Editorial: More needs to be done for local teens

teens in this region are using drugs and alcohol more than teens in other regions.

What’s even more surprising than the statistics on East Kootenay teens revealed by the McCreary Centre Society’s 2013 Adolescent Health Survey are the comments by Summit Youth Centre program co-ordinator Kelsey Prichard in Steve Hubrecht’s story on page 3. “I’m not surprised that teens in this region are using drugs and alcohol more than teens in other regions. It does surprise me that that rate has gone down. I haven’t noticed a decrease in usage of substances here in Invermere. We still have a long way to go,” she said.

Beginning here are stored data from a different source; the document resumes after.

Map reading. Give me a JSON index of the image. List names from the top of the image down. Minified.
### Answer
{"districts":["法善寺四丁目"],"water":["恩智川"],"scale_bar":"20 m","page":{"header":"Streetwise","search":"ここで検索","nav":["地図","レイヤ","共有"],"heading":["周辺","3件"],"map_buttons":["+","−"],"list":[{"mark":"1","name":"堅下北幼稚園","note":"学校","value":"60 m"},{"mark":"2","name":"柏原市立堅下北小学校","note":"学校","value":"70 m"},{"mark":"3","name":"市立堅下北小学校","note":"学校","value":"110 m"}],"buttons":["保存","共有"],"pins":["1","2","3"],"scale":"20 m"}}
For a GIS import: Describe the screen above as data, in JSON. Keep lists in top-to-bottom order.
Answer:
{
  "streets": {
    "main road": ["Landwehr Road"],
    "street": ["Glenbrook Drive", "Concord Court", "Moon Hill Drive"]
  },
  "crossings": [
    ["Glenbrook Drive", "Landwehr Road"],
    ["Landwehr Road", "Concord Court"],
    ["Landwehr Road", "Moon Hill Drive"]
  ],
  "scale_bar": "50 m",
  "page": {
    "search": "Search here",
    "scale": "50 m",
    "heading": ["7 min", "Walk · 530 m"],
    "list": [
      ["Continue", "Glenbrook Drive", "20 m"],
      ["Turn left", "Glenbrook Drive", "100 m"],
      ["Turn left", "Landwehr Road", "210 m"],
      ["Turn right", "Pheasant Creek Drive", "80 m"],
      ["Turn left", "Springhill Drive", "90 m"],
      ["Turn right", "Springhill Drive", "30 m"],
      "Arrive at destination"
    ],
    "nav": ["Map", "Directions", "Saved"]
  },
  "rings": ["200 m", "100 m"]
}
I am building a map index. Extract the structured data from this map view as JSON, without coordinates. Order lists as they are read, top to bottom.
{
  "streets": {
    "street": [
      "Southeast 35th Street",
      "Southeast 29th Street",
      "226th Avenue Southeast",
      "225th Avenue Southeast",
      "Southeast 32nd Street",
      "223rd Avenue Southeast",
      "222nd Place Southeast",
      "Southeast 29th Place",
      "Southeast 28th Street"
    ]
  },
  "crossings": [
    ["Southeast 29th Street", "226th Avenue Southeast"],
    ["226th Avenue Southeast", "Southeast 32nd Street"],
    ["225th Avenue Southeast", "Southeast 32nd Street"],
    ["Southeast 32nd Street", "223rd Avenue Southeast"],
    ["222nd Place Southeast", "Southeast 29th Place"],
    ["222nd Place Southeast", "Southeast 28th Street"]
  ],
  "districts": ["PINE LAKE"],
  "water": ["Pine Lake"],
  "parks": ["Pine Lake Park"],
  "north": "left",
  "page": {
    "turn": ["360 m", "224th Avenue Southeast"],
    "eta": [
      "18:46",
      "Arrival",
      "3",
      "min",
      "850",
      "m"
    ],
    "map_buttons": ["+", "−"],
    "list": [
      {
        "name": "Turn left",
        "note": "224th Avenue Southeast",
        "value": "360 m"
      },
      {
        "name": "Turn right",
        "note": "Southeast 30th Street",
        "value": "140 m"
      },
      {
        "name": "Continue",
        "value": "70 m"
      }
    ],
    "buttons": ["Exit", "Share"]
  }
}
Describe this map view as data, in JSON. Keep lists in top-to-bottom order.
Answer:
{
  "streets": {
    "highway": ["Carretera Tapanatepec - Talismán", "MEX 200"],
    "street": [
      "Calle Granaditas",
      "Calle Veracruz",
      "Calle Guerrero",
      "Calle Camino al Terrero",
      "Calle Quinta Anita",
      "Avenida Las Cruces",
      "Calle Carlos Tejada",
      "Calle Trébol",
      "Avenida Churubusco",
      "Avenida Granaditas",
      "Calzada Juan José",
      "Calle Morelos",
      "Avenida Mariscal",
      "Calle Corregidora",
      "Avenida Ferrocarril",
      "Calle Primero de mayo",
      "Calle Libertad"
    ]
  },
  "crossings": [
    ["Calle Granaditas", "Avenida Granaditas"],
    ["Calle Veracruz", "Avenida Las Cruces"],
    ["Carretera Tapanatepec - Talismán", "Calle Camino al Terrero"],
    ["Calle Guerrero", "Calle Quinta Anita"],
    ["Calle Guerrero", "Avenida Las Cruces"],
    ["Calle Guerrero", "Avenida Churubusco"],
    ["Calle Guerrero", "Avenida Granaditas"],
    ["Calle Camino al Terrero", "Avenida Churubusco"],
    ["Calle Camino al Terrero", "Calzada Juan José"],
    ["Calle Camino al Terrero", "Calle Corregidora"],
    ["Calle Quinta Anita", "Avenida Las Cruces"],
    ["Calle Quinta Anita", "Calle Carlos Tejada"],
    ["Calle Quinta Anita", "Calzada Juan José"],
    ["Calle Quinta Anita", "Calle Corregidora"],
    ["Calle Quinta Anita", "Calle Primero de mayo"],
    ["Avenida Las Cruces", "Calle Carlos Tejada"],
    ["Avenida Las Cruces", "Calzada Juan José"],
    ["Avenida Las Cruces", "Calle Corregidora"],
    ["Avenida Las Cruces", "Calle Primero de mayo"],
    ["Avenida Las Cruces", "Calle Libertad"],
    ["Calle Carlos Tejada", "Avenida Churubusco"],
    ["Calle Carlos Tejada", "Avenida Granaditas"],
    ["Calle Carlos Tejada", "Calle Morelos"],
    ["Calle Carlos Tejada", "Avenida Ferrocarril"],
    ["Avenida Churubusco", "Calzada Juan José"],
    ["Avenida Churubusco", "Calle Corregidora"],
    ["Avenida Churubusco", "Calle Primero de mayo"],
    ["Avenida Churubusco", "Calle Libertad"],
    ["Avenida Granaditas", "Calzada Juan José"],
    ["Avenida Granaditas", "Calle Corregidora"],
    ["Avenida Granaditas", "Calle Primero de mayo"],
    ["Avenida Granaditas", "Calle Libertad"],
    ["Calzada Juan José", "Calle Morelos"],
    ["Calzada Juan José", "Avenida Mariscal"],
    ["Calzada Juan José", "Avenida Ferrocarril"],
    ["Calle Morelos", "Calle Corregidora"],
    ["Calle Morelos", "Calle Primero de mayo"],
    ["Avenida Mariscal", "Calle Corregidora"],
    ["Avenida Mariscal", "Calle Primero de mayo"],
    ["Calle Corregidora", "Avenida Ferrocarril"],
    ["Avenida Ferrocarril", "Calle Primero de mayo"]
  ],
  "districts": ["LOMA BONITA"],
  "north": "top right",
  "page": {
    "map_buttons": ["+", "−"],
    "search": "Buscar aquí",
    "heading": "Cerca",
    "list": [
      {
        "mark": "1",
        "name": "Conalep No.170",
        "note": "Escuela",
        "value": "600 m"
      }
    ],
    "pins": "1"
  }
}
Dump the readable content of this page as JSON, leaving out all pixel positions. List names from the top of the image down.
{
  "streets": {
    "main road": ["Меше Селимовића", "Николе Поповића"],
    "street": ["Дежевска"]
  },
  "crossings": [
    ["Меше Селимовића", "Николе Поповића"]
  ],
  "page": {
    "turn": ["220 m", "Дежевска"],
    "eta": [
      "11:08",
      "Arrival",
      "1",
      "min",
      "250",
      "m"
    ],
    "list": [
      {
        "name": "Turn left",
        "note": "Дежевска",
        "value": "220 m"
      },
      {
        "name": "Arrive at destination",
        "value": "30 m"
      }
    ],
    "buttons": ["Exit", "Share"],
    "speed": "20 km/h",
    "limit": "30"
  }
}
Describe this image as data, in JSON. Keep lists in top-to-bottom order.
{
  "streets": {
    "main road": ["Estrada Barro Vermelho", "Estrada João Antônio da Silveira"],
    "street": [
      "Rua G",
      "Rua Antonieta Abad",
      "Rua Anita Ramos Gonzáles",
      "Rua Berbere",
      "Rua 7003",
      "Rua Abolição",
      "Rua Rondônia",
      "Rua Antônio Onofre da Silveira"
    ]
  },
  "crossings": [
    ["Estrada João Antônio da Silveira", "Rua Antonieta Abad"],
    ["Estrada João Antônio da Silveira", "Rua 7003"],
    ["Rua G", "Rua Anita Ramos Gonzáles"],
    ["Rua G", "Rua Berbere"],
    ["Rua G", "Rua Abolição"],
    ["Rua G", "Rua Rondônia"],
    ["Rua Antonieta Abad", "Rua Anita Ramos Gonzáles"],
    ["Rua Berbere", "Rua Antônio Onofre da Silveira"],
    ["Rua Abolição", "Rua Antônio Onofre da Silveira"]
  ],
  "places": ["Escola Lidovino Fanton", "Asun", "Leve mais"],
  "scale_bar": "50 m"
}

The Summit Youth Centre does a lot of good work for youth in the valley, giving them a safe space to congregate in the evenings, holding events, fundraising for youth-oriented programs… but, clearly, not enough is being done if the person overseeing these operations doesn’t have much faith in a study that reports substance use among teenagers in the region is decreasing.

A few different factors must be contributing to this situation. First and foremost, the accessibility is there. If use isn’t decreasing, then it’s too easy for teens to get their hands on alcohol, tobacco and marijuana (the latter being the only illicit drug noted in the survey when in reality, drug use presumably includes a range of street drugs). Secondly, if substance use isn’t decreasing, this indicates a social acceptance among students that substance use or experimentation is a cultural norm. Furthermore, any awareness or education programs targeting the problem are obviously not effective enough, so a new strategy is needed.

Here, in the Columbia Valley, enhanced community support for the Summit Youth Centre is one place to start. Another avenue is to cater specifically to youth and teens when organizing local festivals — bouncy castles and face painting won’t stop a group of teens from sneaking off with a six-pack and pack of smokes during a community event. And through sharing real life stories at special school presentations, local role models could help dispel the Hollywood glamour and convey how uncool and debilitating substance use can actually be.